SiameseLSTM model doesn't seem to be working

Hi all, I am working with the Quora Question Pairs dataset, and I have constructed a Siamese LSTM model for this task, with a GloVe embedding layer. I am using the Adam optimizer with a learning rate of 0.002, as well as nn.CrossEntropyLoss(). My model’s training loss never seems to go down as I train for more epochs, which is really concerning to me. Additionally, the training accuracy hovers around 63%, which for this dataset is what happens when you predict that all questions are similar by default. I have provided my model code below and would appreciate any pointers as to what I may be doing wrong. I have experimented with changing the learning rate and I am looking at using dropout as a next step. Thanks!

class SiameseLSTM(nn.Module):
    def __init__(self, embedding_dim, hidden_dim, batch_size, num_lstm_layers):
        super(SiameseLSTM, self).__init__()
        self.hidden_dim = hidden_dim
        self.embedding_dim = embedding_dim
        self.batch_size = batch_size
        self.num_lstm_layers = num_lstm_layers

        self.word_embeddings, _, _ = create_embedding_layer(weights_matrix, True)

        # The LSTM takes word embeddings as inputs, and outputs hidden states
        # with dimensionality hidden_dim.
        self.lstm = nn.LSTM(
            embedding_dim,
            hidden_dim,
            num_layers=self.num_lstm_layers,
            batch_first=True
        )

        # The linear layer that maps from hidden state space to tag space
        # self.hidden2tag = nn.Linear(hidden_dim, tagset_size)
        self.hidden1 = self.init_hidden()
        self.hidden2 = self.init_hidden()
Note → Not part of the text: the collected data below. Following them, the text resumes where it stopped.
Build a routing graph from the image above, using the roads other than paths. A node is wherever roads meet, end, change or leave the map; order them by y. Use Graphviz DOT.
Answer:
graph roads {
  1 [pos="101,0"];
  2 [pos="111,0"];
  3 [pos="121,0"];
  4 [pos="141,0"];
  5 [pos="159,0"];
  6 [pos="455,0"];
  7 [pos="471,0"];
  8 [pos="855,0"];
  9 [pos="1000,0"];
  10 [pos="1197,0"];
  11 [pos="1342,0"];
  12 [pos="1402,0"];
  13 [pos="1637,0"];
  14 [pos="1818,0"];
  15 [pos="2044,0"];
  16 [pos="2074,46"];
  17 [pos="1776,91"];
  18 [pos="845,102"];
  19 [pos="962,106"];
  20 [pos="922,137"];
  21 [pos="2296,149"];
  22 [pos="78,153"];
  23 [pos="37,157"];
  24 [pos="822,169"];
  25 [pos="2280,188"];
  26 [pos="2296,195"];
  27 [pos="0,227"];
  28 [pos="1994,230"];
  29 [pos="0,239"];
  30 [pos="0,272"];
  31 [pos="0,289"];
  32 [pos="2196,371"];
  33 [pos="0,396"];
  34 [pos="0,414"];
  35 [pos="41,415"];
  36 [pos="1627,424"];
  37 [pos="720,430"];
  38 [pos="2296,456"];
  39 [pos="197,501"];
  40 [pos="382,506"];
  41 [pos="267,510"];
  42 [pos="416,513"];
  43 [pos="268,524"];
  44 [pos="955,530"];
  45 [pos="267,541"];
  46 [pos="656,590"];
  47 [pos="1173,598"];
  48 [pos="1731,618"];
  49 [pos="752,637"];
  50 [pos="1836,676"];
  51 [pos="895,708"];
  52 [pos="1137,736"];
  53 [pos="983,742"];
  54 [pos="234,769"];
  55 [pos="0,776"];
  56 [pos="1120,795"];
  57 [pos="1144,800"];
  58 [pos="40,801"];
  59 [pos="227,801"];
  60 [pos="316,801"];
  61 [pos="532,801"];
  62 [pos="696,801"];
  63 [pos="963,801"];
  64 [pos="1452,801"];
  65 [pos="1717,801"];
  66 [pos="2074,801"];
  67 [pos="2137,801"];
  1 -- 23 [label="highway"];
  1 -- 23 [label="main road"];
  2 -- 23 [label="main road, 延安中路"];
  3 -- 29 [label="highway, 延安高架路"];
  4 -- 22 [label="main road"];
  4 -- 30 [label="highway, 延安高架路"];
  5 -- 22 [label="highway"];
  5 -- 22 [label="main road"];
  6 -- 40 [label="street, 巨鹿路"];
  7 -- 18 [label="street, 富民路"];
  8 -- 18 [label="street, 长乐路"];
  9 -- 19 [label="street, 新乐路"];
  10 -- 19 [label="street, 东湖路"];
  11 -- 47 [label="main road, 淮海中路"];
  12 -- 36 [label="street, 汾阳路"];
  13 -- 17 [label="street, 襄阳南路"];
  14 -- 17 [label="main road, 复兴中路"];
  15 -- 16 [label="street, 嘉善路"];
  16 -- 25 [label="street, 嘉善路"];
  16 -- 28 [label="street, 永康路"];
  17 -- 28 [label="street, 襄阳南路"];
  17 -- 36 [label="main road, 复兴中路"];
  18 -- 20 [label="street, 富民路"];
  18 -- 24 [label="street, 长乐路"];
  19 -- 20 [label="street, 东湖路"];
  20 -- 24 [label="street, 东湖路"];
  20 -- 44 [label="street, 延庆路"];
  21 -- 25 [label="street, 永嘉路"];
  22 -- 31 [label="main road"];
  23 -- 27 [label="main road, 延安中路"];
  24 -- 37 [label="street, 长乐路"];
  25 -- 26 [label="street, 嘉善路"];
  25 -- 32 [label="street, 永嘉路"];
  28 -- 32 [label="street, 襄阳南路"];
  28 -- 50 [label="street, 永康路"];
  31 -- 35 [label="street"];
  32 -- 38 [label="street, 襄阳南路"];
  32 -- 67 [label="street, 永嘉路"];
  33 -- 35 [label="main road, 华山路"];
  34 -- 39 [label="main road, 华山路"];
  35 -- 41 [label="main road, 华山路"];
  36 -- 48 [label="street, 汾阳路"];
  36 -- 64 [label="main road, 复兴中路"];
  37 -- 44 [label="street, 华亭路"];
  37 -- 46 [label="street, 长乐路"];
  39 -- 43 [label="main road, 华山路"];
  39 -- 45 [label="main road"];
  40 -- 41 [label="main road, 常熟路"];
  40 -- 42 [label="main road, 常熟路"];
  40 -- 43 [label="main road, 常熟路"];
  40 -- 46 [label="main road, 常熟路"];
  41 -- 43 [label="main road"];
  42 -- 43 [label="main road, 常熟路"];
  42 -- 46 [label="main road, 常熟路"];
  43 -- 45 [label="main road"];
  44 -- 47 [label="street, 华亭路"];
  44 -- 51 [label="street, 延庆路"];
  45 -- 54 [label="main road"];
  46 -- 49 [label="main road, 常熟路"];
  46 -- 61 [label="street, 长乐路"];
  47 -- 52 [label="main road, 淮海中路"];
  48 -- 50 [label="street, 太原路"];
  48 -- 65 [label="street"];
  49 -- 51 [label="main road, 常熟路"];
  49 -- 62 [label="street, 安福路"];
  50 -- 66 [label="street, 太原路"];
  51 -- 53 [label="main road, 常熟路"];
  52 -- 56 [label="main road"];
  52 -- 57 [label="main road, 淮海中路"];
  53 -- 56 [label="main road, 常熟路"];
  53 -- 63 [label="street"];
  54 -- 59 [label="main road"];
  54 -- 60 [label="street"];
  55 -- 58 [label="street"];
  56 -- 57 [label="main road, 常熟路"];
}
        self.fc1 = nn.Sequential(
            nn.Linear(4 * self.hidden_dim + 2 * (MAX_SENTENCE_LENGTH * self.hidden_dim), 3 * self.hidden_dim),
            nn.ReLU(inplace=True),
            nn.Linear(3 * self.hidden_dim, self.hidden_dim),
            nn.Linear(self.hidden_dim, 2),
            nn.Softmax(),
        )

    def init_hidden(self):
        # Before we've done anything, we dont have any hidden state.
        # Refer to the Pytorch documentation to see exactly
        # why they have this dimensionality.
        # The axes semantics are (num_layers, minibatch_size, hidden_dim)

        # Try torch.randn instead of torch.zeros
        return (torch.randn(self.num_lstm_layers, self.batch_size, self.hidden_dim),
                torch.randn(self.num_lstm_layers, self.batch_size, self.hidden_dim))

    def forward(self, sentence1, sentence2):
        embeds1 = self.word_embeddings(sentence1.long())
        embeds2 = self.word_embeddings(sentence2.long())

        lstm1_out, self.hidden1 = self.lstm(embeds1, self.hidden1)
        lstm2_out, self.hidden2 = self.lstm(embeds2, self.hidden2)

        concat_all = torch.cat((
            lstm1_out.contiguous().view(self.batch_size, MAX_SENTENCE_LENGTH * self.hidden_dim),
            self.hidden1[0].view(self.batch_size, self.hidden_dim),
            self.hidden1[1].view(self.batch_size, self.hidden_dim),
            lstm2_out.contiguous().view(self.batch_size, MAX_SENTENCE_LENGTH * self.hidden_dim),
            self.hidden2[0].view(self.batch_size, self.hidden_dim),
            self.hidden2[1].view(self.batch_size, self.hidden_dim),
        ), dim=1)
        output = self.fc1(concat_all)
        # probability = torch.exp(-torch.abs(output[0][0] - output[0][1])).view(1, 1)
        return output

Can you check if your model is not underfitting. Run your model for a small batch size and try to overfit it. If your model is not able to do so, that means the model does not have the power to generalize over the dataset.